The back to work and back to education allowances have been extended to carers when they cease caring. The back to work scheme includes a condition that the applicant must be an additional employee, something with which I agree, but there seems to be some difficulty in relation to people who do shift work. Perhaps they are not working the necessary number of hours, but I would like them catered for. The back to education scheme is excellent for people who cease caring or for students who drop out of college. However, it is necessary to help people return to education more quickly, as I have seen cases where students have had to wait up to five years to benefit from the scheme. I am sure the Minister will support what I say in this regard.

There have also been changes to the family income supplement which are very welcome. The weekly income thresholds have been increased and the minimum payment has been increased from £5 to £10 per week. The scheme is very useful in helping families.
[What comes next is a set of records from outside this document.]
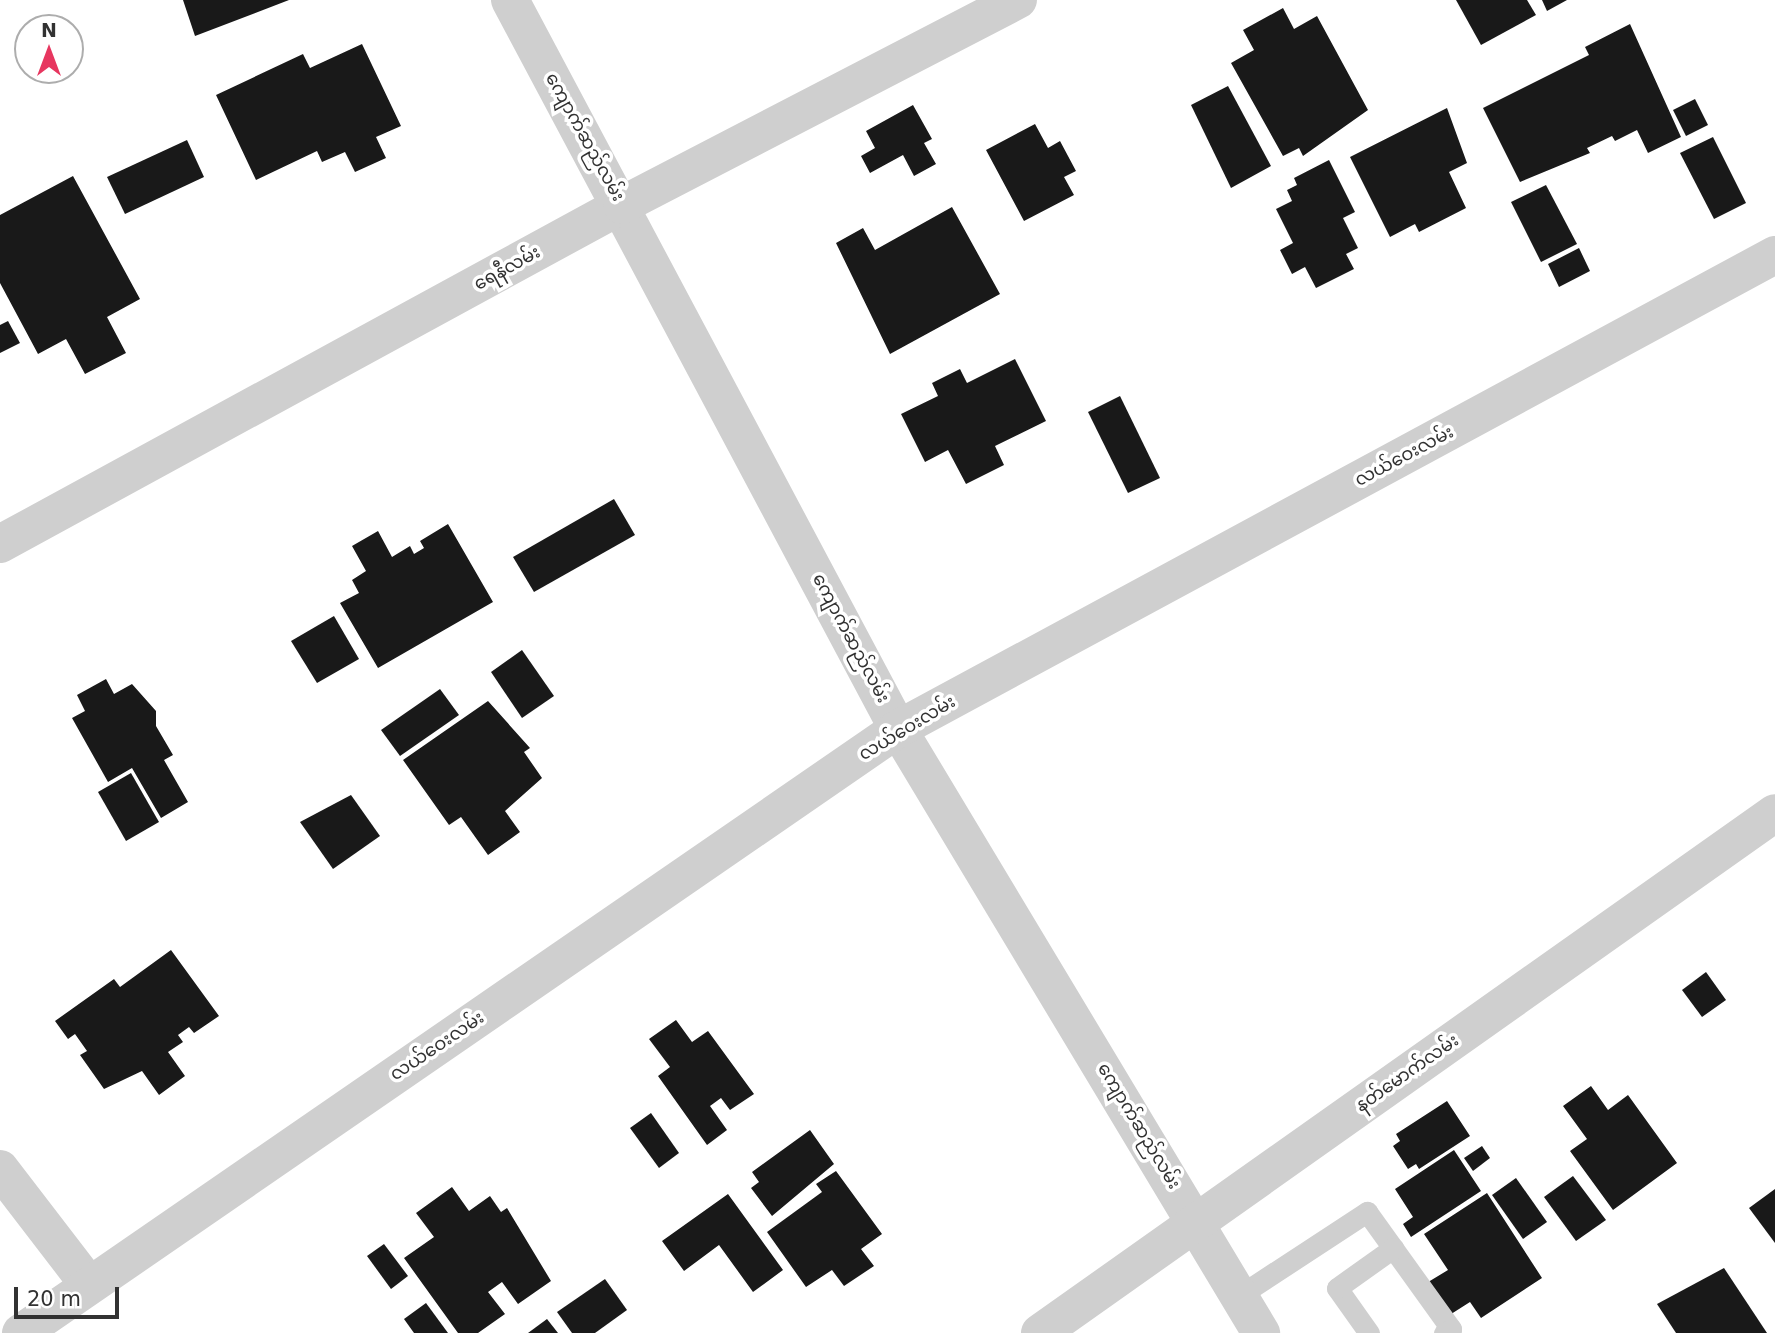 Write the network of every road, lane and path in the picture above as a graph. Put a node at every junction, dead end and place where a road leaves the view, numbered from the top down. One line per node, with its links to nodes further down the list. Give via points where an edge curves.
1 (510, 0): 3 (street, ကျောက်ဆည်လမ်း)
2 (1018, 0): 3 (street, ရေနီလမ်း)
3 (622, 205): 5 (street, ရေနီလမ်း); 6 (street, ကျောက်ဆည်လမ်း)
4 (1775, 255): 6 (street, လယ်ဝေးလမ်း)
5 (0, 544)
6 (898, 729): 9 (street, ကျောက်ဆည်လမ်း); 11 (street, လယ်ဝေးလမ်း)
7 (1775, 813): 9 (street, နတ်မောက်လမ်း)
8 (0, 1169): 11 (street)
9 (1198, 1222): 12 (street, ကျောက်ဆည်လမ်း); 14 (street, နတ်မောက်လမ်း)
10 (1393, 1248): 12 (lane, via 1367,1212); 16 (lane, via 1337,1288); 17 (lane, via 1451,1329)
11 (89, 1285): 13 (street, လယ်ဝေးလမ်း)
12 (1240, 1295): 15 (street, ကျောက်ဆည်လမ်း)
13 (21, 1333)
14 (1040, 1333)
15 (1261, 1333)
16 (1369, 1333)
17 (1444, 1333) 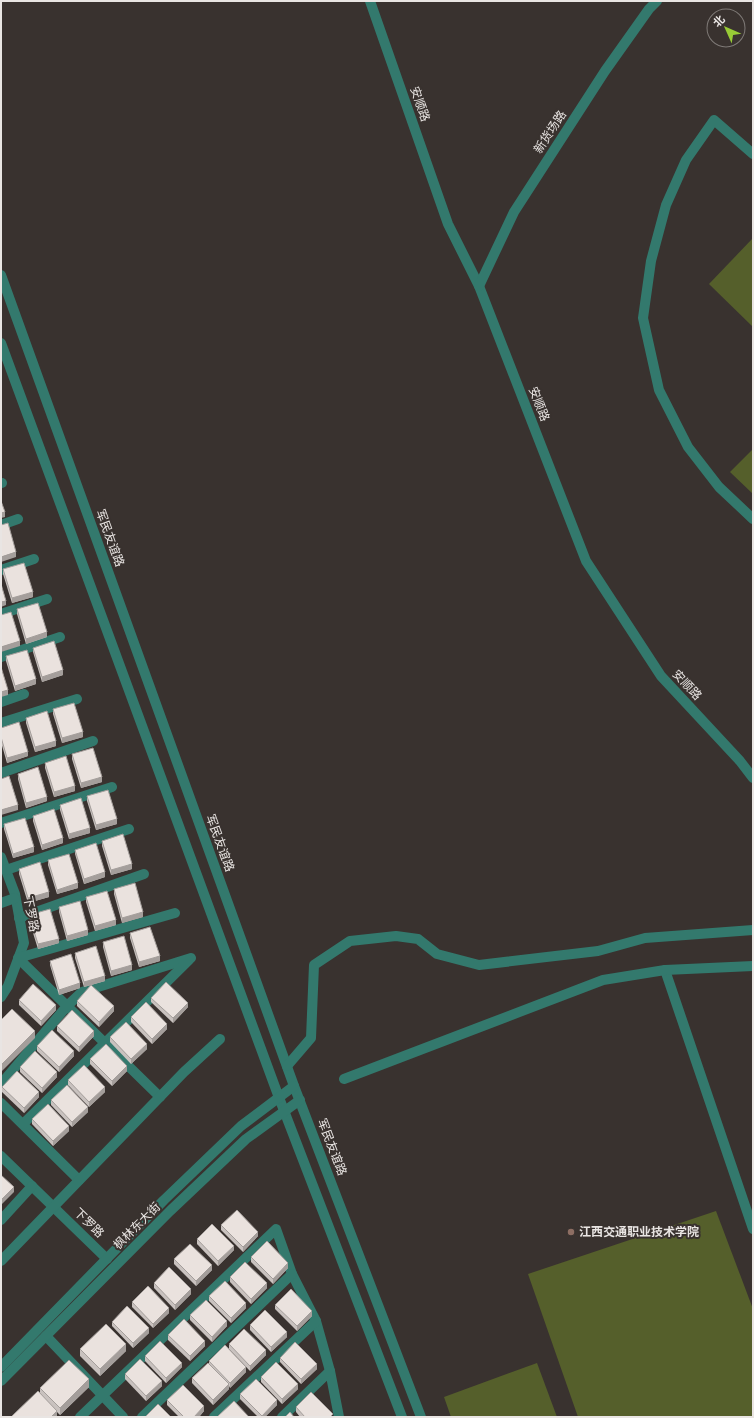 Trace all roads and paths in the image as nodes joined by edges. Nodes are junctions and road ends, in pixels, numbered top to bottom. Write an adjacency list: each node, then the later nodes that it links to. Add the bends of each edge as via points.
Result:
1 (370, 1): 5 (street, 安顺路, via 448,224)
2 (657, 1): 5 (street, 新货场路, via 605,71 514,212)
3 (753, 154): 8 (street, via 714,120 686,160 662,219 651,261 642,318 659,390 688,447 719,487)
4 (1, 276): 41 (street, 军民友谊路)
5 (479, 286): 22 (street, 安顺路, via 586,561 661,676)
6 (1, 343): 46 (street)
7 (18, 519): 9 (street)
8 (753, 519)
9 (1, 525)
10 (34, 559): 11 (street)
11 (1, 570)
12 (47, 599): 13 (street)
13 (1, 614)
14 (60, 637): 15 (street)
15 (1, 657)
16 (24, 694): 18 (street)
17 (77, 699): 19 (street)
18 (1, 702)
19 (1, 723)
20 (93, 741): 21 (street)
21 (1, 773)
22 (753, 778)
23 (112, 787): 24 (street)
24 (1, 823)
25 (129, 829): 27 (street)
26 (1, 857): 27 (street, 下罗路)
27 (6, 870): 29 (street, 下罗路)
28 (144, 874): 32 (street)
29 (15, 898): 30 (street); 32 (street, 下罗路)
30 (1, 902)
31 (175, 913): 34 (street)
32 (19, 918): 34 (street, 下罗路, via 24,943)
33 (753, 930): 41 (street, via 645,938 598,951 479,965 437,954 418,939 396,936 350,941 314,965 311,1038)
34 (18, 958): 37 (street, 下罗路, via 8,986); 38 (street)
35 (753, 966): 36 (street)
36 (665, 970): 42 (street, via 603,980); 56 (street)
37 (1, 997)
38 (67, 1006): 40 (street); 40 (street, via 82,992 191,958); 43 (street)
39 (220, 1039): 45 (street)
40 (104, 1042): 45 (street); 50 (street)
41 (287, 1066): 44 (street, 军民友谊路)
42 (344, 1079)
43 (1, 1084)
44 (294, 1086): 46 (street, 枫林东大街); 47 (street, 军民友谊路)
45 (160, 1097): 52 (street)
46 (278, 1098): 49 (street); 57 (street, 枫林东大街, via 241,1126)
47 (300, 1100): 49 (street, 枫林东大街); 73 (street, 军民友谊路)
48 (1, 1103): 50 (street)
49 (284, 1112): 61 (street, 枫林东大街, via 246,1139 170,1211); 72 (street)
50 (23, 1124): 52 (street)
51 (1, 1156): 53 (street, 下罗路)
52 (79, 1180): 54 (street)
53 (32, 1186): 54 (street, 下罗路); 55 (street)
54 (54, 1207): 57 (street, 下罗路); 58 (street)
55 (1, 1220)
56 (753, 1229)
57 (107, 1259): 62 (street, 枫林东大街)
58 (1, 1261)
59 (292, 1274): 60 (street); 65 (street, via 276,1229); 68 (street)
60 (316, 1321): 63 (street); 69 (street)
61 (46, 1336): 64 (street, 枫林东大街); 65 (street)
62 (1, 1367)
63 (330, 1371): 70 (street); 71 (street)
64 (1, 1381)
65 (102, 1395): 66 (street); 67 (street)
66 (80, 1417)
67 (123, 1417)
68 (142, 1417)
69 (214, 1417)
70 (282, 1417)
71 (339, 1417)
72 (402, 1417)
73 (421, 1417) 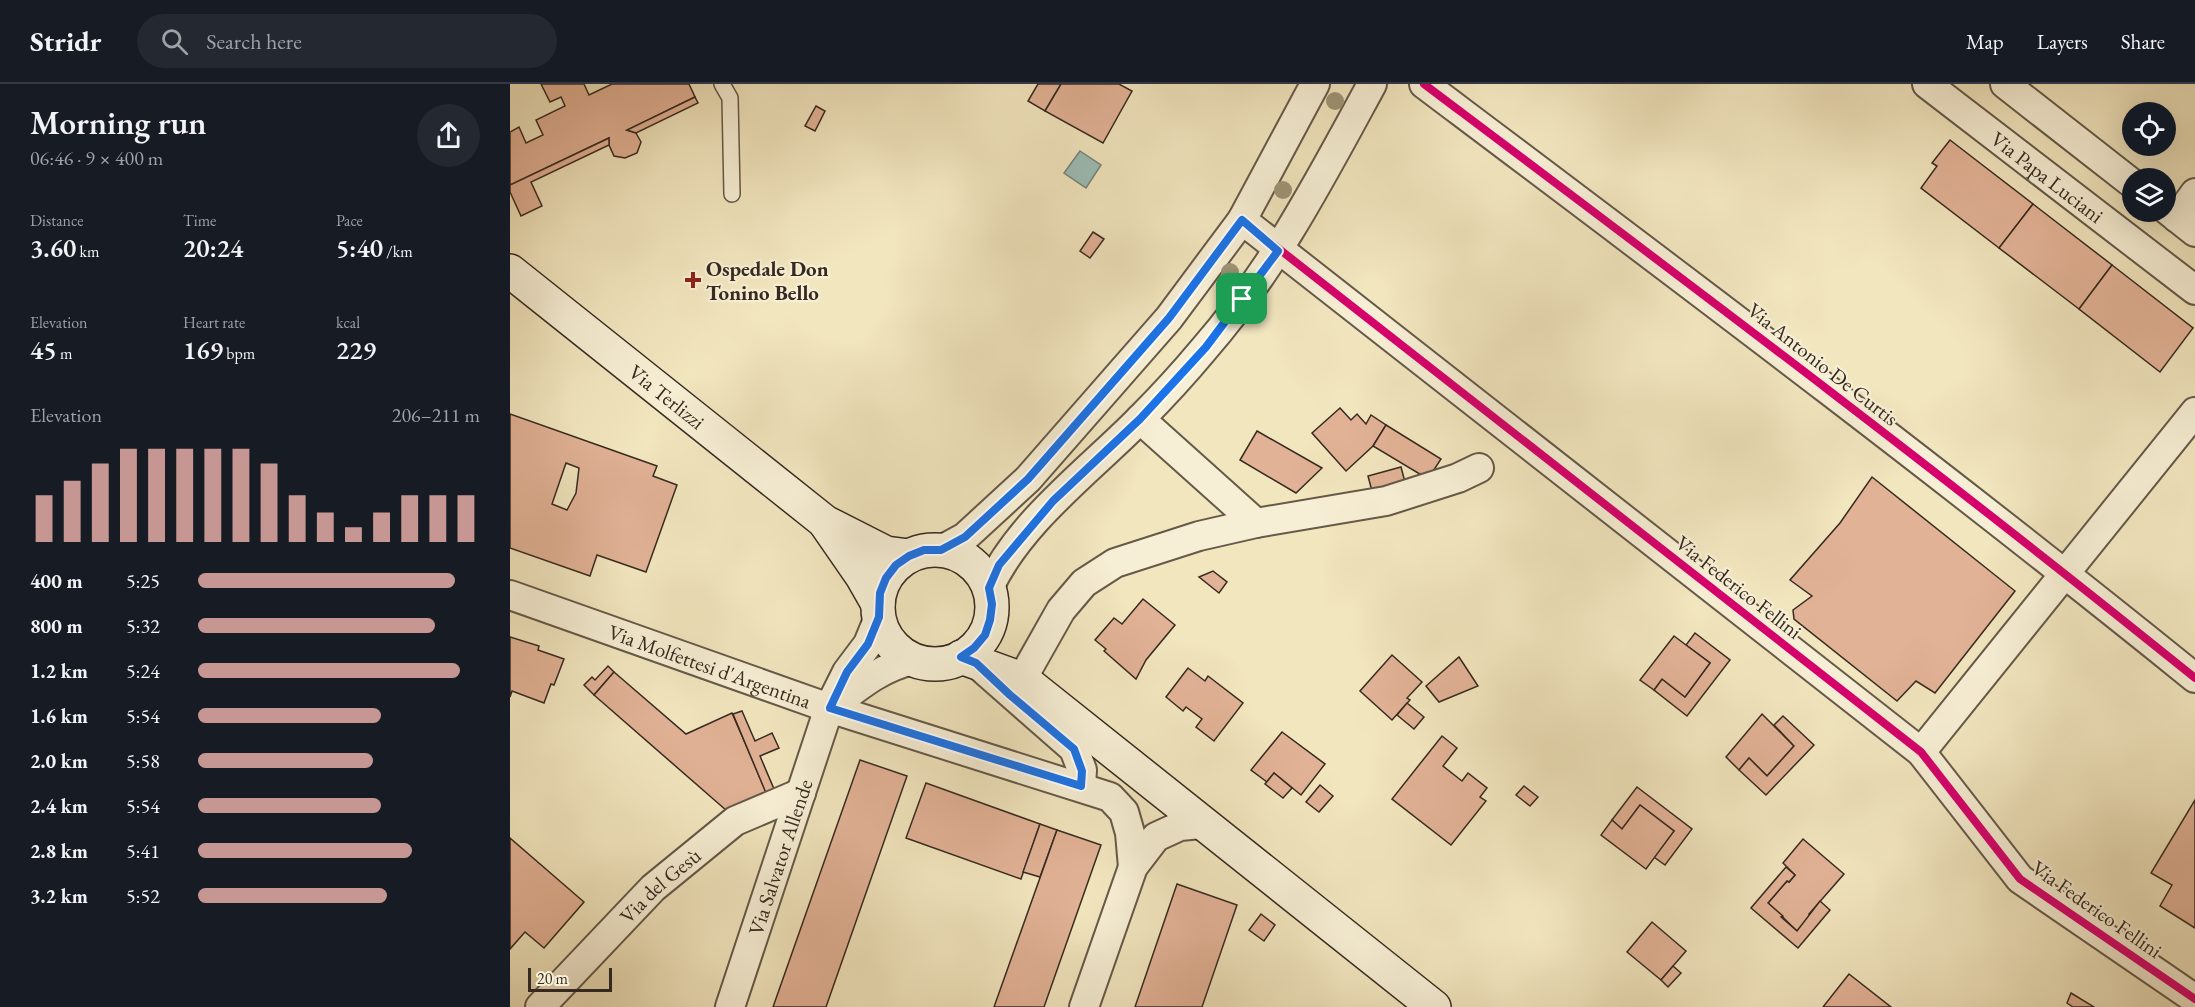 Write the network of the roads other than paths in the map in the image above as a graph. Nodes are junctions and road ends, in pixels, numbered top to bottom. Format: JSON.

Regarding pensions for people with pre-1953 insurance, the Minister said this was the first phase of a review providing 50% of the maximum personal rate to people with five years or 260 social insurance contributions, or a combination of pre-1953 and post 1953 contributions. This latter provision is important because people who do not have five years contributions prior to 1953 will benefit greatly if they can combine their pre and post 1953 contributions. However, as mentioned by Deputy Ellis, those who are self-employed had to have ten years contributions. Many farmers benefited under the scheme. The Minister then introduced a five year pro rata pension which was welcome. However, a number of people were born after 1927 and they are not eligible for this pension. One individual who was born on 24 April 1927 told me that he missed out on eligibility for the scheme by 19 days. Such individuals should qualify for the pre-1953 pension.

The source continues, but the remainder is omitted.